▸ **Dataset entries**
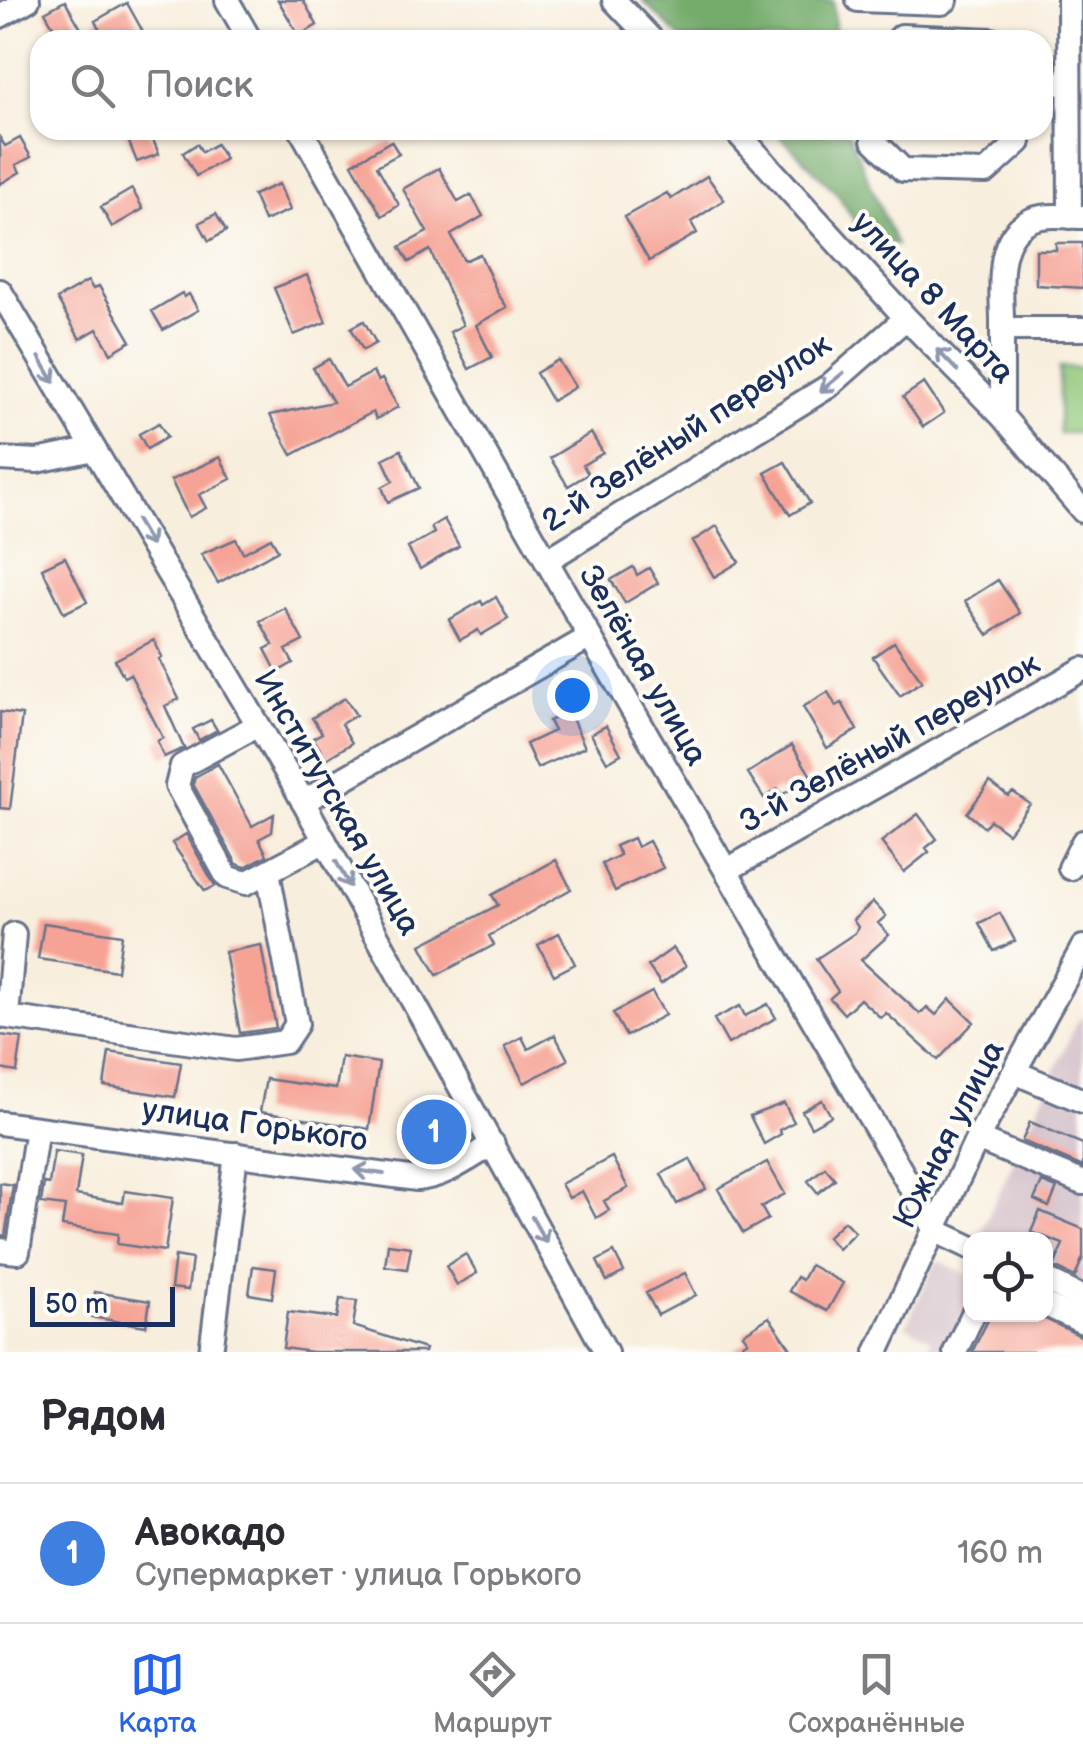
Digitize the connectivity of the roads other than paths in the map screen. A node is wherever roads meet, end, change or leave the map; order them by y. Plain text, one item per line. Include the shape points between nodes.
1 (28, 0) edge
2 (227, 0) edge
3 (614, 0) edge
4 (858, 0) edge
5 (946, 0) edge
6 (1070, 0) edge
7 (0, 16) edge
8 (244, 30) edge
9 (642, 30) edge
10 (1053, 83) edge
11 (1070, 84) junction
12 (307, 140) edge
13 (744, 140) edge
14 (873, 140) edge
15 (1018, 140) edge
16 (1076, 217) edge
17 (0, 291) edge
18 (906, 318) junction
19 (1002, 329) junction
20 (1083, 329) edge
21 (1002, 416) junction
22 (94, 449) junction
23 (0, 459) edge
24 (1083, 510) edge
25 (546, 561) junction
26 (590, 638) junction
27 (1083, 669) edge
28 (258, 725) junction
29 (303, 802) junction
30 (324, 841) junction
31 (1083, 842) edge
32 (1070, 868) dead end
33 (727, 870) junction
34 (268, 872) junction
35 (14, 934) dead end
36 (1083, 947) edge
37 (1014, 1072) junction
38 (1083, 1101) edge
39 (0, 1123) edge
40 (37, 1128) junction
41 (978, 1139) junction
42 (492, 1144) junction
43 (236, 1154) junction
44 (1083, 1183) edge
45 (936, 1231) junction
46 (963, 1244) edge
47 (0, 1250) edge
48 (1053, 1283) edge
49 (1083, 1298) edge
50 (1053, 1308) edge
51 (968, 1322) edge
52 (1083, 1322) edge
53 (887, 1349) edge
54 (211, 1352) edge
55 (606, 1352) edge
56 (955, 1352) edge

1 - 7 street
2 - 8 street
3 - 9 street
4 - 5 street
6 - 11 street
10 - 11 street
11 - 16 street
12 - 25 street, Зелёная улица
13 - 18 street, улица 8 Марта
14 - 15 street via 903,170 986,172
16 - 19 street via 1026,222 1004,250
17 -> 22 street, Институтская улица
21 -> 18 street, улица 8 Марта
18 -> 25 street, 2-й Зелёный переулок via 829,386
19 - 20 street
19 - 21 street
21 - 24 street, улица 8 Марта
22 - 23 street via 37,461
22 -> 28 street, Институтская улица
25 - 26 street, Зелёная улица
26 - 29 street
26 - 33 street, Зелёная улица
27 - 33 street, 3-й Зелёный переулок
28 - 29 street, Институтская улица
28 - 34 street via 182,766 177,786 227,878 246,883
29 - 30 street, Институтская улица
30 - 34 street
30 -> 42 street, Институтская улица
31 - 32 street
33 - 45 street, Зелёная улица
34 - 35 street via 297,1024 285,1042 236,1049 7,1017
36 - 37 street, Южная улица
37 - 38 street
37 - 41 street, Южная улица
39 - 40 street, улица Горького
40 - 43 street, улица Горького
40 - 47 street via 18,1252
41 - 44 street
41 - 45 street, Южная улица
42 -> 43 street, улица Горького via 432,1178
42 -> 55 street, Институтская улица
43 - 54 street
45 - 46 street
45 - 53 street, Южная улица
48 - 49 street
50 - 52 street
51 - 56 street

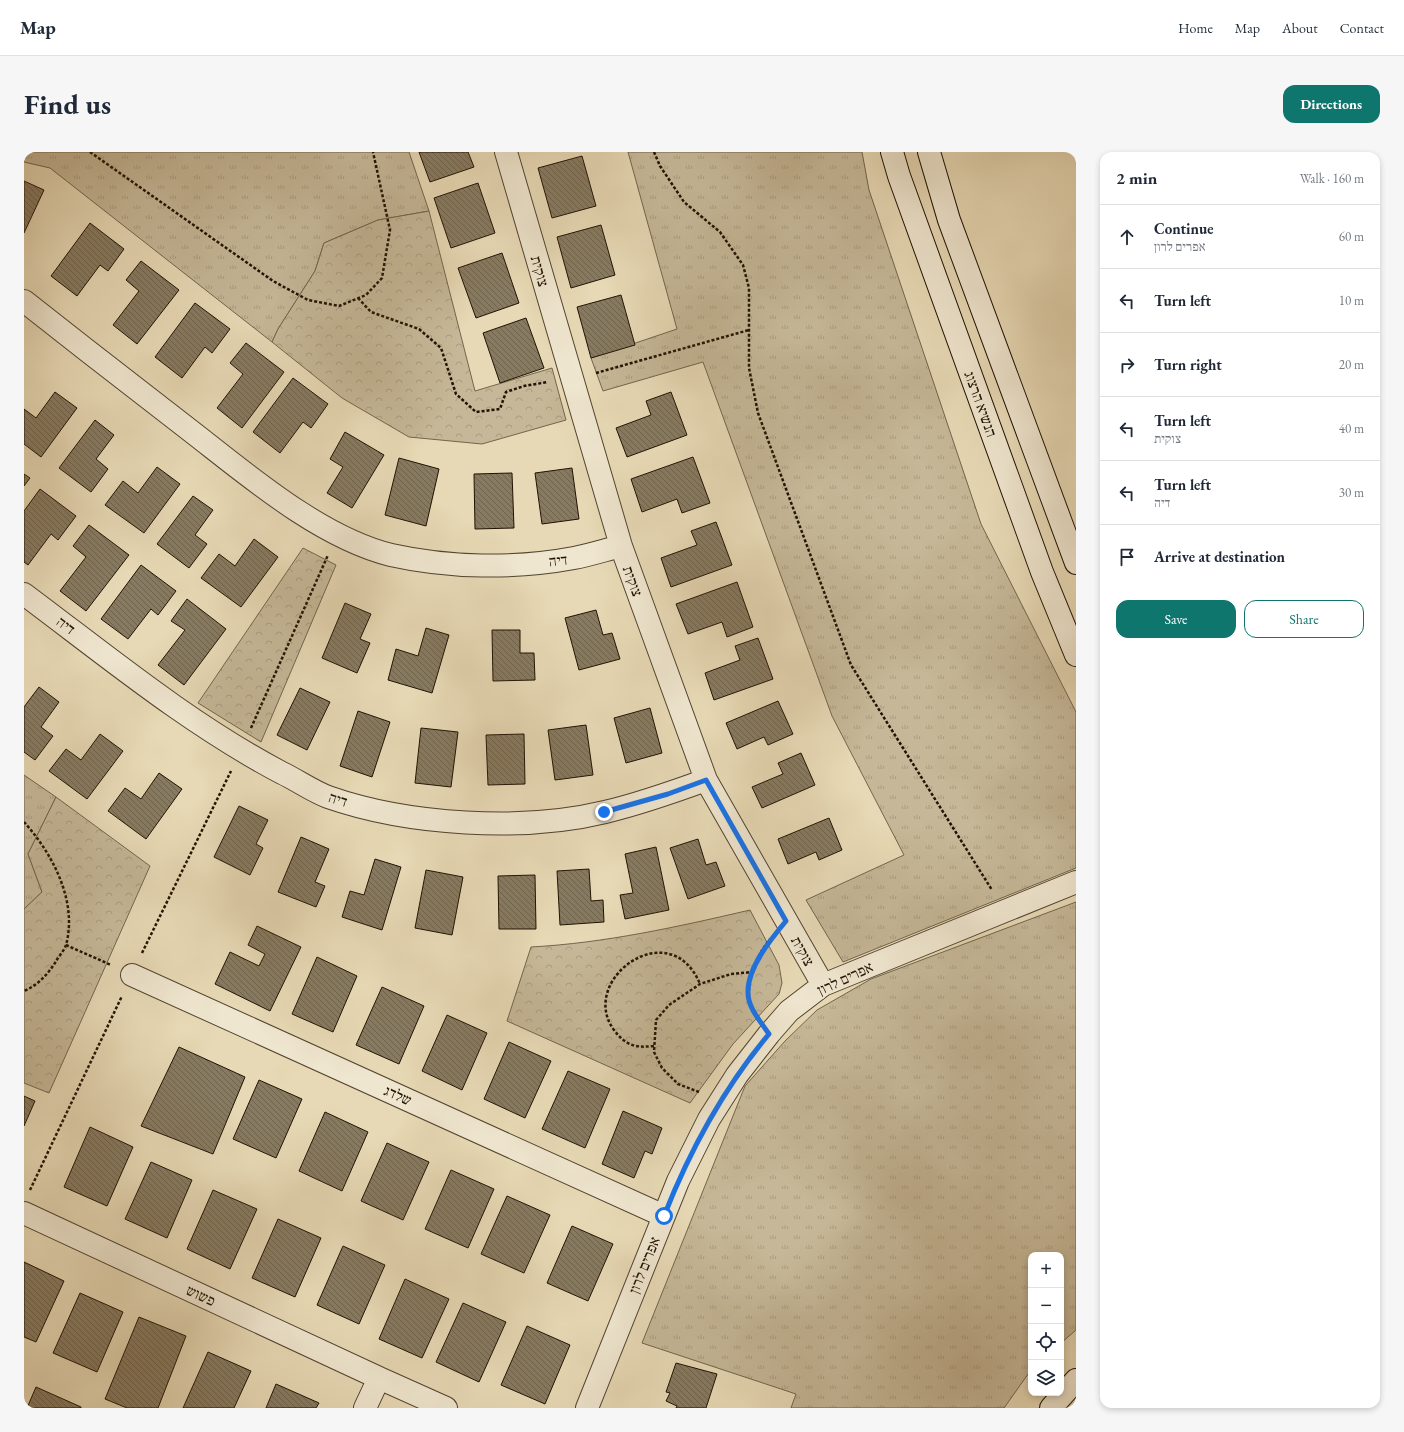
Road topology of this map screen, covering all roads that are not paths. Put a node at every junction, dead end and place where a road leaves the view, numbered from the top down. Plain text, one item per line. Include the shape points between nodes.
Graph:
1 (506, 152) edge
2 (892, 152) edge
3 (928, 152) edge
4 (24, 300) edge
5 (621, 546) junction
6 (1076, 563) edge
7 (24, 594) edge
8 (1076, 655) edge
9 (706, 780) junction
10 (1076, 882) edge
11 (132, 974) road end
12 (823, 985) junction
13 (26, 1204) edge
14 (664, 1216) junction
15 (378, 1378) junction
16 (1076, 1380) edge
17 (365, 1408) edge
18 (446, 1408) edge
19 (587, 1408) edge
20 (1051, 1408) edge

1 - 5 street, צוקית
2 - 8 street, הנשיא הרצוג via 1042,572
3 - 6 street via 966,267
4 - 5 street, דיה via 267,490 349,539 389,554 435,563 482,565 536,563 574,558
5 - 9 street, צוקית
7 - 9 street, דיה via 240,751 327,797 433,820 496,823 548,821 604,812
9 - 12 street, צוקית
10 - 12 street, אפרים לרון
11 - 14 street, שלדג
12 - 14 street, אפרים לרון via 789,1011 737,1075 678,1181
13 - 15 street, פשוש
14 - 19 street, אפרים לרון
15 - 17 street
15 - 18 street, פשוש
16 - 20 street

▸ **TASK TO COMPLETE**
Tally the lines above in which the string "dead" occurs, and give the total with nothing added.

▸ **RESPONSE AREA**
3